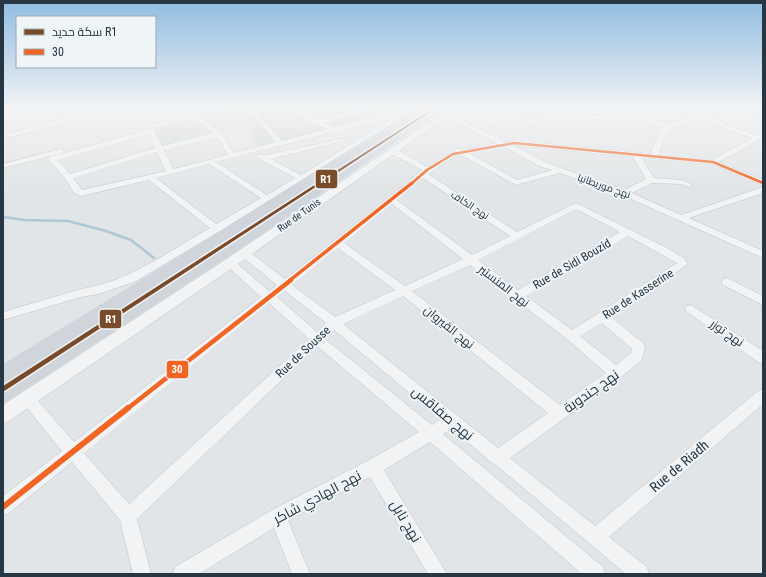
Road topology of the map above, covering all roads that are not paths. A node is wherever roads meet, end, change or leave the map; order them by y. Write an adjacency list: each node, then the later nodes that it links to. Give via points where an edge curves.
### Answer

##########

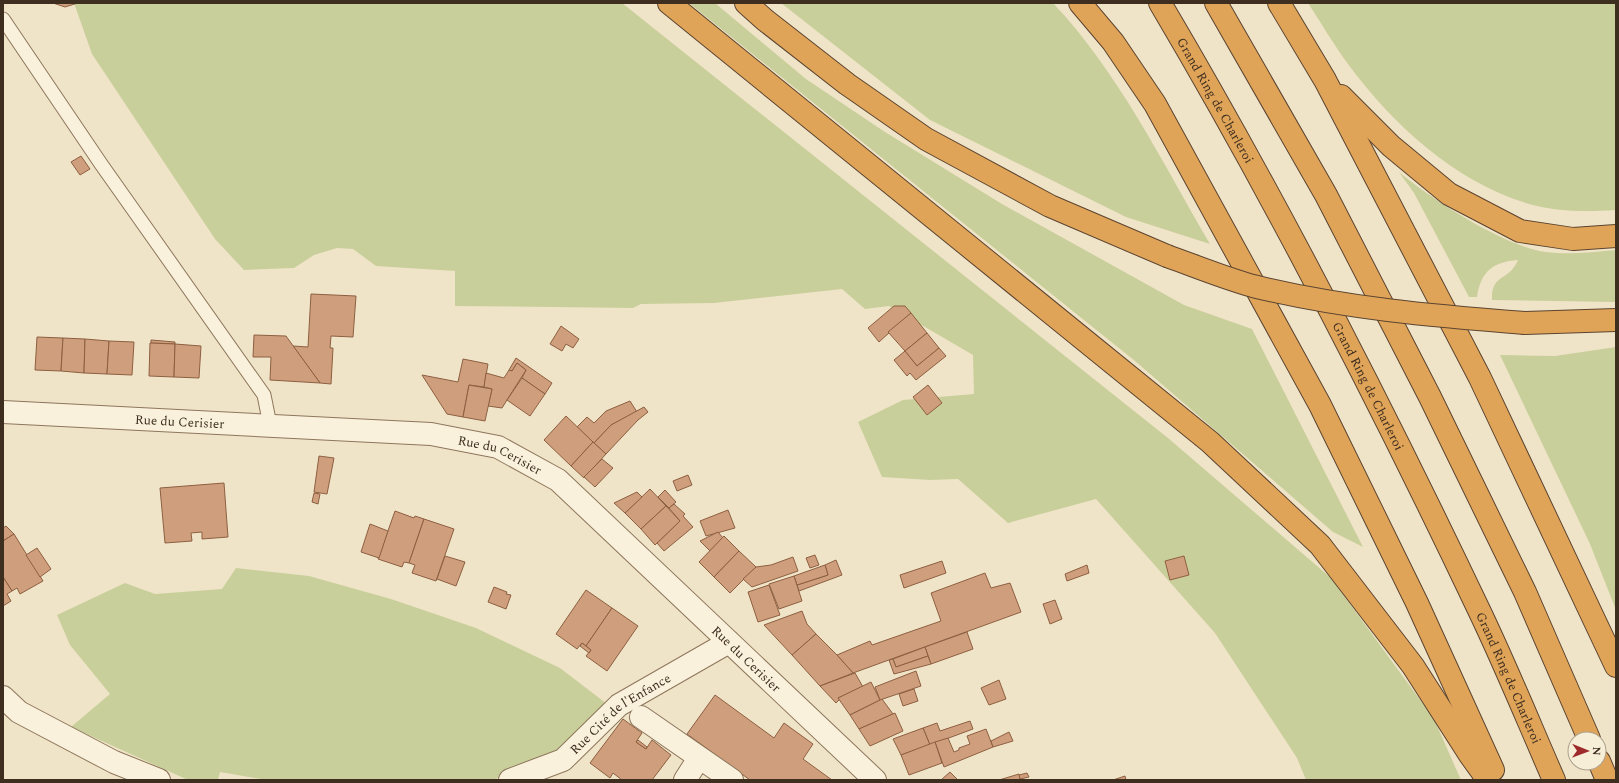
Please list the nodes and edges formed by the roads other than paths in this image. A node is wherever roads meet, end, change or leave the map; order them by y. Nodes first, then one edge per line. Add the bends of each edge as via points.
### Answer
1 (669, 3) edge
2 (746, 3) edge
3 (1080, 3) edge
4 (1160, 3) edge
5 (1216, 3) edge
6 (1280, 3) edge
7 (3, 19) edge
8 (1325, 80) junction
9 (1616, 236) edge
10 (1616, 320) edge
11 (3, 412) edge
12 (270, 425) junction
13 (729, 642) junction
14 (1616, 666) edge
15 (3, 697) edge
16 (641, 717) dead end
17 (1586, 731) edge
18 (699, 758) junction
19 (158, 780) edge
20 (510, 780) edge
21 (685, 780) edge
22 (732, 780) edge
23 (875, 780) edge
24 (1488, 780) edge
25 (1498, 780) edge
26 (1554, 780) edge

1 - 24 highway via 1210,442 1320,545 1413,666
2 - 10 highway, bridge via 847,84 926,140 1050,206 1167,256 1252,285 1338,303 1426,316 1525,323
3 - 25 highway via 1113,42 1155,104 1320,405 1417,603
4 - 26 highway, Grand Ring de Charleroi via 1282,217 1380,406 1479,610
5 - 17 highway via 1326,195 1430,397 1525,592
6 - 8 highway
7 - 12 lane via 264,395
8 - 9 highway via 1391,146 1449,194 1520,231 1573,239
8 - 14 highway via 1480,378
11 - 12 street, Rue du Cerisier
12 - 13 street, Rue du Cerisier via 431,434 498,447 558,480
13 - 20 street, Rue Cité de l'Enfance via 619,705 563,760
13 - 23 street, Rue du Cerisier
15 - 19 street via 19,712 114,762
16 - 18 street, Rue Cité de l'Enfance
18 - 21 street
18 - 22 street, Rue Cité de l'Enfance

##########

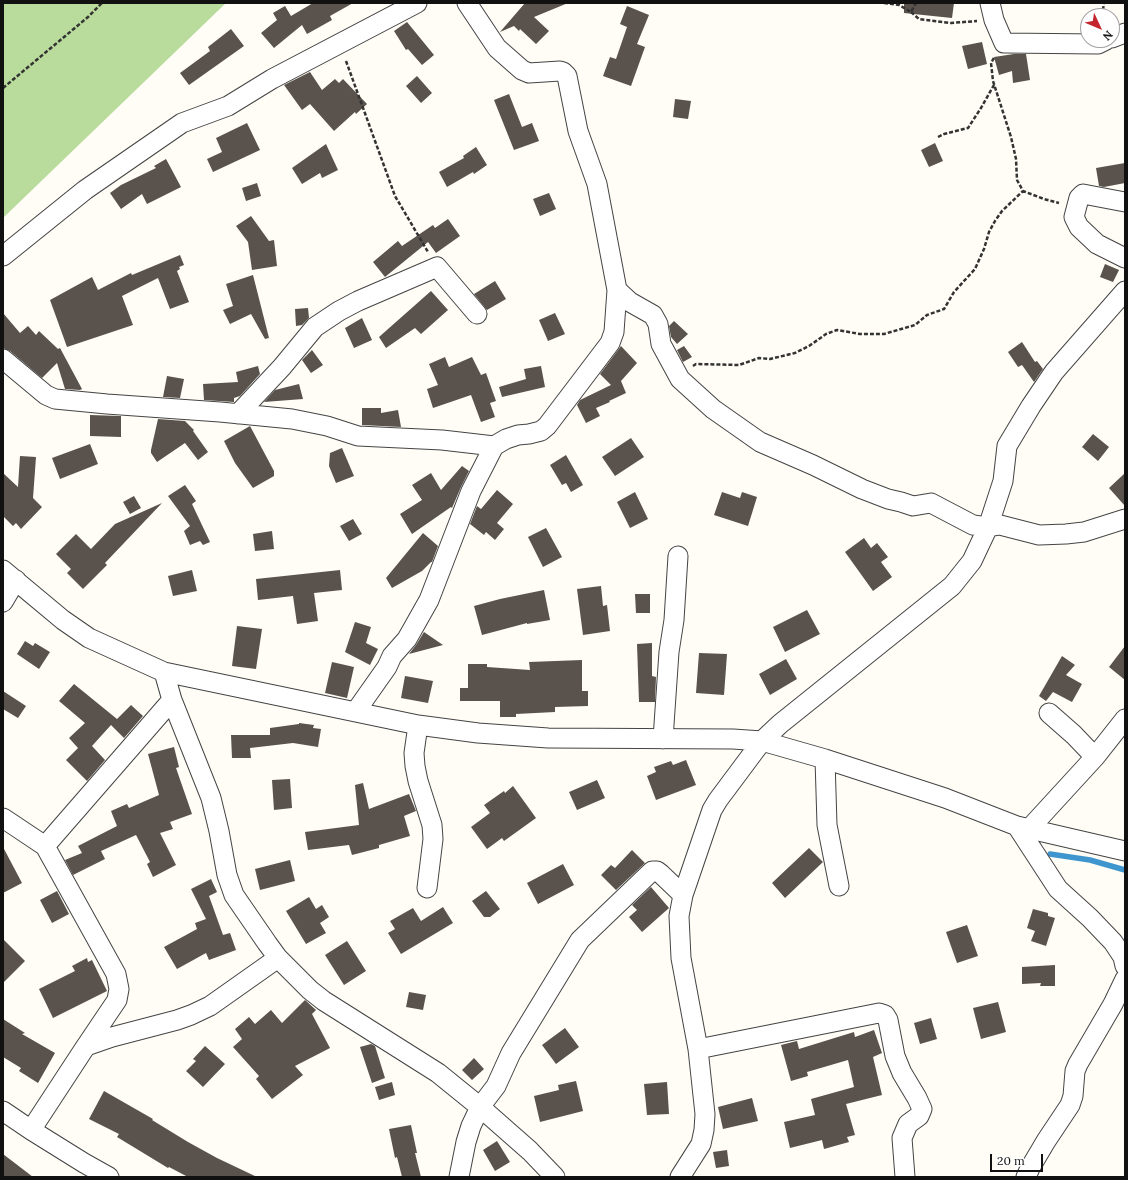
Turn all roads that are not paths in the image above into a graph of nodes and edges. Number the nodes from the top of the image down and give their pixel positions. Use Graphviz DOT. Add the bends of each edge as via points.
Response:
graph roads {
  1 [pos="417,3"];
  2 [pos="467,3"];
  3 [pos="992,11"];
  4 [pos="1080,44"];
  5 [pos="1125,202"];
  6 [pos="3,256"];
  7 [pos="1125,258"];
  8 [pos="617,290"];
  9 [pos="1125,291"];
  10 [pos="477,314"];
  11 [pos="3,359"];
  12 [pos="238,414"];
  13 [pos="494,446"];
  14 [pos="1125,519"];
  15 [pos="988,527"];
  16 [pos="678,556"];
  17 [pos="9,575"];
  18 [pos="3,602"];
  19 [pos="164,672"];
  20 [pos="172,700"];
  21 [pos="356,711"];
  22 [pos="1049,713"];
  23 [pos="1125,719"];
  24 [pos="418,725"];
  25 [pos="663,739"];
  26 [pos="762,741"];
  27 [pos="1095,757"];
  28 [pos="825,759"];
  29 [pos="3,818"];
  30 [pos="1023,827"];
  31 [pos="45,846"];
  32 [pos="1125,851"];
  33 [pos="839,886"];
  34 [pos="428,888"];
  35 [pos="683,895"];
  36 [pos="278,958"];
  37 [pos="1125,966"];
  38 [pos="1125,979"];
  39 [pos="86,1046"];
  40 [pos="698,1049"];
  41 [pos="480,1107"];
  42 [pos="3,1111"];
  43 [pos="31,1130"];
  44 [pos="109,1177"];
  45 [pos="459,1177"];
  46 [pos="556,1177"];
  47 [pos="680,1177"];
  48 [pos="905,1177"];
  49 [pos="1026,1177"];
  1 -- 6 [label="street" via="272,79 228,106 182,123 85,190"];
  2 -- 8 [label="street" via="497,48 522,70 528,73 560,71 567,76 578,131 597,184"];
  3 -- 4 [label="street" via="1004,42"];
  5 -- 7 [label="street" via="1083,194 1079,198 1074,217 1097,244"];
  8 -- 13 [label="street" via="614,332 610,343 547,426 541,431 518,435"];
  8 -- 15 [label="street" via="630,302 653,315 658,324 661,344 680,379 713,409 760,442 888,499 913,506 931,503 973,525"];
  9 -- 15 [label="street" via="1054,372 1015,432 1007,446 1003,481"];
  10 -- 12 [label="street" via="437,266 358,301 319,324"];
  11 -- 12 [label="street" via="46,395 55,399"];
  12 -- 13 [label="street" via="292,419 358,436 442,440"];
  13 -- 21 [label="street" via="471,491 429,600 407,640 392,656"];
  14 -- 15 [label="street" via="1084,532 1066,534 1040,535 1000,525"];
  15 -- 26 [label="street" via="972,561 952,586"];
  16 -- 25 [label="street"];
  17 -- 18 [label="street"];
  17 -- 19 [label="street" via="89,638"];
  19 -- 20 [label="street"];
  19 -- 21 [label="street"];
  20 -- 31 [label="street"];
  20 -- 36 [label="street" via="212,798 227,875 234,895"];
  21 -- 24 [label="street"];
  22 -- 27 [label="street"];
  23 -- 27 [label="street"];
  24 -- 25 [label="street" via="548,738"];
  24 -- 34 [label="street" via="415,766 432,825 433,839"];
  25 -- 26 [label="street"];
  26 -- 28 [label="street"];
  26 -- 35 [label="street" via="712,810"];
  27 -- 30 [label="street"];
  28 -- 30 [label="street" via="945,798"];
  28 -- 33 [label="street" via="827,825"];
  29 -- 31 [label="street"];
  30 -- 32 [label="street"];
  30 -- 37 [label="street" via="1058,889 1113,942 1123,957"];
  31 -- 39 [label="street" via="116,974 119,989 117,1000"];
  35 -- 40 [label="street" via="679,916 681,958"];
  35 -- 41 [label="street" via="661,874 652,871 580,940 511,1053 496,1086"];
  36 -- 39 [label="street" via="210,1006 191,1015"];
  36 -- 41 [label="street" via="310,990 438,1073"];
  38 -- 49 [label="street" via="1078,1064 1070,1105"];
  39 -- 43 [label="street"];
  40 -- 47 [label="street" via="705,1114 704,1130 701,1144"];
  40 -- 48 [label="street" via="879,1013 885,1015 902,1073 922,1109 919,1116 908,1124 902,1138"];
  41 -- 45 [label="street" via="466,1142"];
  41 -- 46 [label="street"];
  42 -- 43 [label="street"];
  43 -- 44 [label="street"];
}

##########

**Description of the task:** Scan the data above; copy every line where "that" appears.

**Answer for this exercise:**
Road topology of the map above, covering all roads that are not paths. A node is wherever roads meet, end, change or leave the map; order them by y. Write an adjacency list: each node, then the later nodes that it links to. Give via points where an edge curves.
Turn all roads that are not paths in the image above into a graph of nodes and edges. Number the nodes from the top of the image down and give their pixel positions. Use Graphviz DOT. Add the bends of each edge as via points.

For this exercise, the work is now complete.